Find every line of the records that has "thumb" and return it.

Source data:
◇ ◇ ◇ ◇ ◇

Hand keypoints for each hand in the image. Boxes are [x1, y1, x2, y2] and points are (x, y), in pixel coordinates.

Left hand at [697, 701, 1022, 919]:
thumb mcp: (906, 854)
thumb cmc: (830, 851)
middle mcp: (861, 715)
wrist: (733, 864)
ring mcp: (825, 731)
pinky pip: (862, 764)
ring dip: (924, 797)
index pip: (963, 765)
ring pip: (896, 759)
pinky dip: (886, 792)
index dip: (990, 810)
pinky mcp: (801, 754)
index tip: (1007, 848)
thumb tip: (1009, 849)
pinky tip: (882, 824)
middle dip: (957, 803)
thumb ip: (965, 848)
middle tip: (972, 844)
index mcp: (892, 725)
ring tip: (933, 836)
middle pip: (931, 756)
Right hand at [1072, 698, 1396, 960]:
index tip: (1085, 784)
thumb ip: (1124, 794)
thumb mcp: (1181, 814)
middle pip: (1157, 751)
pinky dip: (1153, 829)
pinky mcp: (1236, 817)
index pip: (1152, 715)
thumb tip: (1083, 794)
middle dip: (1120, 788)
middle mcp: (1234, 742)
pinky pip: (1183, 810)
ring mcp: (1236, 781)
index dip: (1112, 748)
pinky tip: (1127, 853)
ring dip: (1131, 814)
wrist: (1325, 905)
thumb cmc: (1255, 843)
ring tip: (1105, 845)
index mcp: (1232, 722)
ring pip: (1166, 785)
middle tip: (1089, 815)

◇ ◇ ◇ ◇ ◇

> _TASK SOLUTION_
thumb mcp: (906, 854)
thumb cmc: (830, 851)
thumb tip: (1009, 849)
thumb ip: (965, 848)
thumb ip: (1124, 794)
thumb mcp: (1181, 814)
thumb tip: (1083, 794)
thumb cmc: (1255, 843)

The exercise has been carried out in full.